Dutch Government Scrambling To Reassure Citizens About Security Of Digital ID System

Call it “RSA on the Rhine.” Government officials in The Netherlands were left scrambling Tuesday to reassure nervous citizens that the country’s digital ID system, dubbed DigID, was safe after it was revealed that DigiNotar, the certificate authority that backs the DigID system, had been compromised by hackers and used to issue fraudulent certificates.

Call it “RSA on the Rhine.” Government officials in The Netherlands were left scrambling Tuesday to reassure nervous citizens that the country’s digital ID system, dubbed DigID, was safe after it was revealed that DigiNotar, the certificate authority that backs the DigID system, had been compromised by hackers and used to issue fraudulent certificates.

In a statement on Tuesday, the Netherlands Ministry of the Interior and Kingdom Relations, sought to reassure millions of residents that the public key infrastructure (PKI) system used by the government, PKIoverheid was still secure. 

“The reliability of PKIoverheid certificates are not at issue,” the Ministry of the Interior said in an e-mail sent to registered DigID users on Tuesday. “Logius has no indication that PKIoverheid false certifications under the State of the Netherlands root certificate were issued, including those of DigiD,” the government said. 

DigID is used by more than seven million Dutch citizens and brokers online access to hundreds of local, regional and national government services. In a statement on Tuesday, VASCO, which acquired Diginotar in January, admitted that one of the Diginotar root servers issued fraudulent certificates for Google’s domains in recent months following an attack on its CA infrastructure. VASCO officials said that the company became aware of the attack on July 19, nine days after the Google certificate was issued. DigiNotar has stopped issuing certificates for the time being while it tries to figure out what happened.

In the meantime, the discovery of the fraudulent Google certificate prompted swift responses from the major browser vendors. Mozilla and Microsoft removed DigiNotar from the list of trusted root CAs for their browsers, and Google said that it was disabling DigiNotar as a trusted root in Chrome. 
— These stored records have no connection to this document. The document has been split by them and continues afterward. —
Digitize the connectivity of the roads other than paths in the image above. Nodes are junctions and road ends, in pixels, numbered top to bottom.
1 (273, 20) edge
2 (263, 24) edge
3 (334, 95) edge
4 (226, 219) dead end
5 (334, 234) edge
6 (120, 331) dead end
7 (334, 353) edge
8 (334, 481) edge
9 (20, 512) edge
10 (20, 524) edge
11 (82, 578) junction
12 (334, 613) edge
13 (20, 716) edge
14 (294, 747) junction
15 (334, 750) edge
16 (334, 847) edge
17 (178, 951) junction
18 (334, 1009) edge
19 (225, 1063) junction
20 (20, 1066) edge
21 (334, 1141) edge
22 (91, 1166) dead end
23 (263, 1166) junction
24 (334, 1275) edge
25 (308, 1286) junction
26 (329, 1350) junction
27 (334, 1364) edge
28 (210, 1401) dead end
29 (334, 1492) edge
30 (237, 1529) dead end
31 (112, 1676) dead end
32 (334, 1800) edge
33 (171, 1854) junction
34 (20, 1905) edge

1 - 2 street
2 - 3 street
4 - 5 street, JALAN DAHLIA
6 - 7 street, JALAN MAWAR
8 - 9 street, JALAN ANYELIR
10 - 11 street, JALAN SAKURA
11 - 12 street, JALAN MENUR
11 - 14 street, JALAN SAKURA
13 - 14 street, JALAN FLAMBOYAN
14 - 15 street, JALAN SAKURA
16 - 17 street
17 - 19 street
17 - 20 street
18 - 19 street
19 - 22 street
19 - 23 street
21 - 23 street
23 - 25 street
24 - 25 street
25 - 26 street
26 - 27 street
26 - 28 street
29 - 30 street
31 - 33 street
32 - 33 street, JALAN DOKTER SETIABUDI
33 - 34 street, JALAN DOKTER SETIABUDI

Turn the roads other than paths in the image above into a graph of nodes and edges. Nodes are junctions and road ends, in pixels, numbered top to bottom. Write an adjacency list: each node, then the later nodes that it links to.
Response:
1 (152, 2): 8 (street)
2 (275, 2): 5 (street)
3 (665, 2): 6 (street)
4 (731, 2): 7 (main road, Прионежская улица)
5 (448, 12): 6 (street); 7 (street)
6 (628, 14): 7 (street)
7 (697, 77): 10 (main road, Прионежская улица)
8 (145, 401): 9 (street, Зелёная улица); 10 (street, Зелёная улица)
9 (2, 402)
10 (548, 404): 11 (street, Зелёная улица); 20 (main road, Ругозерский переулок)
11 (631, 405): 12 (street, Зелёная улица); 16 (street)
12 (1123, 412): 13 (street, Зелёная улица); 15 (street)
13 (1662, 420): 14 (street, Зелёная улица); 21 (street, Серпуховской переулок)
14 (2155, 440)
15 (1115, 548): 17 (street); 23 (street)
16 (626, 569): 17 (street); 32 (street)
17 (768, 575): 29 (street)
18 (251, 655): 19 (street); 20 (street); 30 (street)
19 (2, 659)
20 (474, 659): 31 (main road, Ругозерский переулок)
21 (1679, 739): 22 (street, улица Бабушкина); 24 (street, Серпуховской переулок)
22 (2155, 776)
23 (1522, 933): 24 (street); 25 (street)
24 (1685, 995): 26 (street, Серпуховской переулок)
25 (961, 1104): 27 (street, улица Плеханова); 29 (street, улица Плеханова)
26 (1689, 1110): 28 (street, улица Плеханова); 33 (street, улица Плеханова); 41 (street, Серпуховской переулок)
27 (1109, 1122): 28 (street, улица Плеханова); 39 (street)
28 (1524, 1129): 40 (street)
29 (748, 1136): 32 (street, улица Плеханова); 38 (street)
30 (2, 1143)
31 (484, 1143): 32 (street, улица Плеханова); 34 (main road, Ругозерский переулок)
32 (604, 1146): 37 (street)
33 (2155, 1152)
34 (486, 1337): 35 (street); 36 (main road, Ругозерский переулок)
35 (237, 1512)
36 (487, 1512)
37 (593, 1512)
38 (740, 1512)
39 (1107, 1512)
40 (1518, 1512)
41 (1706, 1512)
That move prompted Diginotar to issue a statement Tuesday asserting that a forensic examination conducted by Fox-IT indicated that only one of its CA root servers had been compromised and that all the fraudulent certificates issued had come from a Sub Root of that server. Other DigiNotar root servers were untouched, inlcuding those that make up the PKIoverheid infrastructure that are used to generate the DigID certificates, Diginotar said. 

But security experts say that the compromise of even one root server casts a pall over Diginotar’s entire operation, and that – company assurances aside – there’s plenty of reason to worry. 

“There could be some very serious implications here,”  said Roel Schouwenberg, Senior Anti-Virus Researcher at Kaspersky Lab. “This case needs to be treated as similar to the RSA case, meaning (Diginotar) could have had a serious compromise, just like with SecurID.” 

Diginotar’s assurances that their other root servers are secure should be treated with skepticism, he said, because the company is pointing to a July audit of their network as evidence that the breach was limited, while also admitting that the audit missed the forged Google certificate, as well as a Web site defacement that claimed credit for the hack and that was only removed on Monday. 

“Everyone is effectively saying that ‘nothing is wrong,'” Schouwenberg said. “They’re saying ‘we had this audit,’ but they overlooked the forged Google certificate. So clearly a new audit needs to happen.” 

The limitations of the existing system for issuing digital identity certificates online have been known for a long time. However, recent incidents – such as the hack of Comodo, another certificate authority, in March have focused attention on the vulnerability of loosely managed CAs and root servers. That attack, which resulted in forged certificates being issued for popular online services including Google, Yahoo and Skype. That attack, like the hack of Diginotar in July, was believed to originate in Iran. 

At this year’s Black Hat Briefings in Las Vegas, researcher Moxie Marlinspike unveiled a client-side software tools, dubbed Convergence, that is designed to replace the CA infrastructure and allow users to avoid relying on it for matters of trust and authenticity. Built for Firefox, the tool is Marlinspike’s effort to bring some of the intended authenticity back to the SSL and CA system, with minimal effort on the user’s part.